Anatomical and Gene Expression Changes in the Retinal Pigmented Epithelium Atrophy 1 (rpea1) Mouse: A Potential Model of Serous Retinal Detachment.
The purpose of this study was to examine a mouse whose retina spontaneously detaches from the underlying RPE. This is a model for studying human serous retinal detachment (SRD). We used Optical coherence tomography (OCT) to noninvasively image the retinas of these mice. We found that small shallow detachments increased in number and size over time. Microarray analysis revealed a broad range of changes in gene expression of genes involved in metabolism, signaling, cell polarity, and tight-junction organization. These data indicate changes in this mutant mouse that may provide clues to the underlying mechanisms of SRD in humans.
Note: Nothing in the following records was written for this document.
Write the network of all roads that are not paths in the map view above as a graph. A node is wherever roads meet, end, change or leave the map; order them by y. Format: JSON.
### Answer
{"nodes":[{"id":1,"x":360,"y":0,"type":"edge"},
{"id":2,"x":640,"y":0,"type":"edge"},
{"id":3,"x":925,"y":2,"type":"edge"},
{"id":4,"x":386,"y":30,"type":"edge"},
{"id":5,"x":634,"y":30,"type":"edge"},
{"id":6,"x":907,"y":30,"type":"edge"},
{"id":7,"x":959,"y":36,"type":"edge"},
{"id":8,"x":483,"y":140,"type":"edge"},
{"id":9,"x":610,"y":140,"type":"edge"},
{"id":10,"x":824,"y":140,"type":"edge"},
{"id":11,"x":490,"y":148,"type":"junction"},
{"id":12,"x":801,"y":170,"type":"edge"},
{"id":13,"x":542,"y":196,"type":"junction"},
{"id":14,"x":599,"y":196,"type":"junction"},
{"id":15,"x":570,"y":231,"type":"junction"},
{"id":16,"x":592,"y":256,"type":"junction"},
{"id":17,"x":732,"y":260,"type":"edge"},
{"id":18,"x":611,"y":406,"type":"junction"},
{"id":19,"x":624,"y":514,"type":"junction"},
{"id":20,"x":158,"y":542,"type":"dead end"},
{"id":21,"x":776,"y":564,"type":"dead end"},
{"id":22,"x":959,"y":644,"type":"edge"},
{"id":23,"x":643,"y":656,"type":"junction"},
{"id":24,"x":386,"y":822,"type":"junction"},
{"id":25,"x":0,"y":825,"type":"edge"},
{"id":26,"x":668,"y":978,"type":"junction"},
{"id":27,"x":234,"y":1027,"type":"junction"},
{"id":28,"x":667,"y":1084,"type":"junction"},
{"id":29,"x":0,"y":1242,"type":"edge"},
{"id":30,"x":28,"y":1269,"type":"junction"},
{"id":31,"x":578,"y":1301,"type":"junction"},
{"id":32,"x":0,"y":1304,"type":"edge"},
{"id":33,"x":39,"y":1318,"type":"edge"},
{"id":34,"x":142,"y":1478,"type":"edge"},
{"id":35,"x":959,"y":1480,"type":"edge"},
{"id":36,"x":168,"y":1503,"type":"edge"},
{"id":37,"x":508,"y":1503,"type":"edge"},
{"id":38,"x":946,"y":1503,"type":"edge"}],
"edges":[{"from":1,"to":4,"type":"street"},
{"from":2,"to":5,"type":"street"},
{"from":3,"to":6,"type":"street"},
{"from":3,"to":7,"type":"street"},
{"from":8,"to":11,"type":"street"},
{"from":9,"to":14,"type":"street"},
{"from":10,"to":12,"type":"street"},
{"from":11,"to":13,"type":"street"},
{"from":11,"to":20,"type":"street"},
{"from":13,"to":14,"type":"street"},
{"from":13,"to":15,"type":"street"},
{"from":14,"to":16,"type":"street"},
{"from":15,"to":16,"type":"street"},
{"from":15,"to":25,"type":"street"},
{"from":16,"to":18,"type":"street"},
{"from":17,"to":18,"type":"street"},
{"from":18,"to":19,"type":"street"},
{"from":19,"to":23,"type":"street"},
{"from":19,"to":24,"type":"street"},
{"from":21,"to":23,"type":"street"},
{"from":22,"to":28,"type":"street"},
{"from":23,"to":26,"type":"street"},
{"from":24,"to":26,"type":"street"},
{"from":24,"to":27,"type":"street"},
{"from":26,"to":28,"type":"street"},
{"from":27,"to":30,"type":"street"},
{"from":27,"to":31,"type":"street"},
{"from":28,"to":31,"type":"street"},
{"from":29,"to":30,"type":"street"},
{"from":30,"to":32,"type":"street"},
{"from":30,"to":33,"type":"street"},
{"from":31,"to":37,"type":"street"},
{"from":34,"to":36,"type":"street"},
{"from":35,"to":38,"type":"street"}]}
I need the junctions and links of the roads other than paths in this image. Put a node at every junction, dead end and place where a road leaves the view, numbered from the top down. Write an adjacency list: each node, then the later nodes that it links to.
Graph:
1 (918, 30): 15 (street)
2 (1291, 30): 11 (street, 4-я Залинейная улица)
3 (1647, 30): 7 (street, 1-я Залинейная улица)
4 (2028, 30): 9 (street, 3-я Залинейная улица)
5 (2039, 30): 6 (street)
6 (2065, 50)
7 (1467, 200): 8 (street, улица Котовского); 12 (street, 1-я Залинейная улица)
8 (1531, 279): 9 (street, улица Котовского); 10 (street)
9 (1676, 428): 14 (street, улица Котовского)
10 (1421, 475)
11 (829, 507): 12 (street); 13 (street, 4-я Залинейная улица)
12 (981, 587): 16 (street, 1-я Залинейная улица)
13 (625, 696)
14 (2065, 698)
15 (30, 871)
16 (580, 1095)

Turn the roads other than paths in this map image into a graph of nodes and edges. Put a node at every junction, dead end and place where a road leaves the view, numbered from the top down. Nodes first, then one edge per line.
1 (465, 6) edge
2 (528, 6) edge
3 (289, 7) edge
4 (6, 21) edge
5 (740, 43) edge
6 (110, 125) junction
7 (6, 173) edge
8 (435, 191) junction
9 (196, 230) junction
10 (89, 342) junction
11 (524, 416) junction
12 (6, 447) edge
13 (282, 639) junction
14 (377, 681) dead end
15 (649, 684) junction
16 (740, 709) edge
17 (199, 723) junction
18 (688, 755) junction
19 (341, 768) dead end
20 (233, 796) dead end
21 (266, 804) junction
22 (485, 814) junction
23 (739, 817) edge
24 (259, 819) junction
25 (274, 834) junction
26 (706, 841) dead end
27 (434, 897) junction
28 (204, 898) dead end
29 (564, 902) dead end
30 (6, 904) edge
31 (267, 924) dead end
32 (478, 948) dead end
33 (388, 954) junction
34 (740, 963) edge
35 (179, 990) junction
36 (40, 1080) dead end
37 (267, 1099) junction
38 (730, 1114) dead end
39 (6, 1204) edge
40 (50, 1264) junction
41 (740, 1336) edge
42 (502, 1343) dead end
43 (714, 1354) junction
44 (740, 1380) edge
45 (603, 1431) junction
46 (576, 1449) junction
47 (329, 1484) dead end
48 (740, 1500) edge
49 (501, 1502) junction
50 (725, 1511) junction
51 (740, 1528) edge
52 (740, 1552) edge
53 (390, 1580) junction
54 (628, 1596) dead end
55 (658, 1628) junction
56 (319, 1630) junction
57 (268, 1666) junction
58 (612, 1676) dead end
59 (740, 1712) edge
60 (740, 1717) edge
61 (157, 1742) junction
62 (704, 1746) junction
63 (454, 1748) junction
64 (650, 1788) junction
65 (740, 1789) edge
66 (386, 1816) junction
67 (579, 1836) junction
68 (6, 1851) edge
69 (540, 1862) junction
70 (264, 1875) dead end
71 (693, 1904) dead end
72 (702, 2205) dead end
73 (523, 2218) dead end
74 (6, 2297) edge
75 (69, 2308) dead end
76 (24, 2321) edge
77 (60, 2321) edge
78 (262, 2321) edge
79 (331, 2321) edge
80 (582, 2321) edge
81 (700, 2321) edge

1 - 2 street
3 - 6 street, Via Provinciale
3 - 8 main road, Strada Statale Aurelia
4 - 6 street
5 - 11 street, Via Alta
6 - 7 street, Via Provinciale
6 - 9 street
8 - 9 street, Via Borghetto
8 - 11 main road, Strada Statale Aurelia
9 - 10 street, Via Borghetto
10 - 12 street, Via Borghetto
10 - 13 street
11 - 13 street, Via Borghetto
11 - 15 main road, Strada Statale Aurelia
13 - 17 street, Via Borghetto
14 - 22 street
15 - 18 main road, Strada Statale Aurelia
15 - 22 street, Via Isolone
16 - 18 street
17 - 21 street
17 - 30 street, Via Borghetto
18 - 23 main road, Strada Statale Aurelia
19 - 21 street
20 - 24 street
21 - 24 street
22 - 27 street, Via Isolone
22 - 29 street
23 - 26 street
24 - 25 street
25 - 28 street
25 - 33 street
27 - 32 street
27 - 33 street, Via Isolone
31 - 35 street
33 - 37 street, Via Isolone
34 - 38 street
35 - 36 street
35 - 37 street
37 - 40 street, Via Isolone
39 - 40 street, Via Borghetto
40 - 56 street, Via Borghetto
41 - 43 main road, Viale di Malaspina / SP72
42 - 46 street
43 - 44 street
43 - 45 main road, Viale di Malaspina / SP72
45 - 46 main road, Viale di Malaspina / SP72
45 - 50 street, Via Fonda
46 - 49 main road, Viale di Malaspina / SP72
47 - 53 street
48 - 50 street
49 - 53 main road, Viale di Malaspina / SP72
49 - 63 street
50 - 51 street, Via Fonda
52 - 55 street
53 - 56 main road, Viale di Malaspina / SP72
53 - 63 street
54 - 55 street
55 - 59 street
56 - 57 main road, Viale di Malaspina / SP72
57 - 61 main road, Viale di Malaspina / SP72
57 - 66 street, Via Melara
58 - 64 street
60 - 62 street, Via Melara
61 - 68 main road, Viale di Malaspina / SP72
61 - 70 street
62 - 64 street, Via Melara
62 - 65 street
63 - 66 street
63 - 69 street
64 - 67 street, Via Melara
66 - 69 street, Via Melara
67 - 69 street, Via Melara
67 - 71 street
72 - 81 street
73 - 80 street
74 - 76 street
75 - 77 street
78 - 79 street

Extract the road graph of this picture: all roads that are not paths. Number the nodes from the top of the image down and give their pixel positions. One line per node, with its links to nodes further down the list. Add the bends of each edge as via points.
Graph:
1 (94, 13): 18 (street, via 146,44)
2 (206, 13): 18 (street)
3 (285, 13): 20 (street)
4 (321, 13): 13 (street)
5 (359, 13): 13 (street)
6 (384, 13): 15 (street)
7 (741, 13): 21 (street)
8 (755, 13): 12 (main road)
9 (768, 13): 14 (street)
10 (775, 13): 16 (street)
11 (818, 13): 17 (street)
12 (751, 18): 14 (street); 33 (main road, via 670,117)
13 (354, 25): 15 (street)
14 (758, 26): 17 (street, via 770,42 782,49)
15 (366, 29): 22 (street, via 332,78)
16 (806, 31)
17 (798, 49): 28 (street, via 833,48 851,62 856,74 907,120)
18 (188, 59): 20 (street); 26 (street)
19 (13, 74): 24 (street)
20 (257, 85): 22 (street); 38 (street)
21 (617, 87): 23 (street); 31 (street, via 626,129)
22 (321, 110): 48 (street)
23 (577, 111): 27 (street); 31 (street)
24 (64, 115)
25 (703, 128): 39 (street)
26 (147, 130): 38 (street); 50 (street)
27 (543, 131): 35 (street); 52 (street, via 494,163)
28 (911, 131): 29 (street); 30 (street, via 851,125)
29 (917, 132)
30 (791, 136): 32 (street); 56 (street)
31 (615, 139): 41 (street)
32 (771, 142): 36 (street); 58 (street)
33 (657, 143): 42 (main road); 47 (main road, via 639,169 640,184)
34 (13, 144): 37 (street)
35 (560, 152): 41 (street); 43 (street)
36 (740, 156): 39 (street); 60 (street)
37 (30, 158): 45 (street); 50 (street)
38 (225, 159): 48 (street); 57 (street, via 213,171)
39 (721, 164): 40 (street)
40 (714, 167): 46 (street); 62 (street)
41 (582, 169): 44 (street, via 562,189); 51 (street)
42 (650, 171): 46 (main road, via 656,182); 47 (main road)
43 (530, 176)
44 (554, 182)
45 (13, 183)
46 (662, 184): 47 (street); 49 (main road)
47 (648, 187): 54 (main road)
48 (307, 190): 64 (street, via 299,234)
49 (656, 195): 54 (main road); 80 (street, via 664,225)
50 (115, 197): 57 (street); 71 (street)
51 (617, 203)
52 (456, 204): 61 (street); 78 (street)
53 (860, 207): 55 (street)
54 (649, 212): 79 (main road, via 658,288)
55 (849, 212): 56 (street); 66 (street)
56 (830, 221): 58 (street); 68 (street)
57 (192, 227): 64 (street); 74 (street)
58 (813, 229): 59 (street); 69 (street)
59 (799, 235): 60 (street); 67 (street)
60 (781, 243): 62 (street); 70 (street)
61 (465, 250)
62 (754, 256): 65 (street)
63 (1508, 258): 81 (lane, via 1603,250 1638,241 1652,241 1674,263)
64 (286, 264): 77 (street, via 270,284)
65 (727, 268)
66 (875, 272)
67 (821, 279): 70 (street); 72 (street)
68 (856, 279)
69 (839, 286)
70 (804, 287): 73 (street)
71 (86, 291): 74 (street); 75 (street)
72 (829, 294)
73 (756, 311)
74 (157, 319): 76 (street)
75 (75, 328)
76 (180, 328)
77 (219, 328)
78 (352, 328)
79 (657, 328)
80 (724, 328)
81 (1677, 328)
PURPOSE: The purpose of this study was to examine the rpea1 mouse whose retina spontaneously detaches from the underlying RPE as a potential model for studying the cellular effects of serous retinal detachment (SRD). METHODS: Optical coherence tomography (OCT) was performed immediately prior to euthanasia; retinal tissue was subsequently prepared for Western blotting, microarray analysis, immunocytochemistry, and light and electron microscopy (LM, EM). RESULTS: By postnatal day (P) 30, OCT, LM, and EM revealed the presence of small shallow detachments that increased in number and size over time. By P60 in regions of detachment, there was a dramatic loss of PNA binding around cones in the interphotoreceptor matrix and a concomitant increase in labeling of the outer nuclear layer and rod synaptic terminals. Retinal pigment epithelium wholemounts revealed a patchy loss in immunolabeling for both ezrin and aquaporin 1. Anti-ezrin labeling was lost from small regions of the RPE apical surface underlying detachments at P30. Labeling for tight-junction proteins provided a regular array of profiles outlining the periphery of RPE cells in wild-type tissue, however, this pattern was disrupted in the mutant as early as P30. Microarray analysis revealed a broad range of changes in genes involved in metabolism, signaling, cell polarity, and tight-junction organization. CONCLUSIONS: These data indicate changes in this mutant mouse that may provide clues to the underlying mechanisms of SRD in humans. Importantly, these changes include the production of multiple spontaneous detachments without the presence of a retinal tear or significant degeneration of outer segments, changes in the expression of proteins involved in adhesion and fluid transport, and a disrupted organization of RPE tight junctions that may contribute to the formation of focal detachments.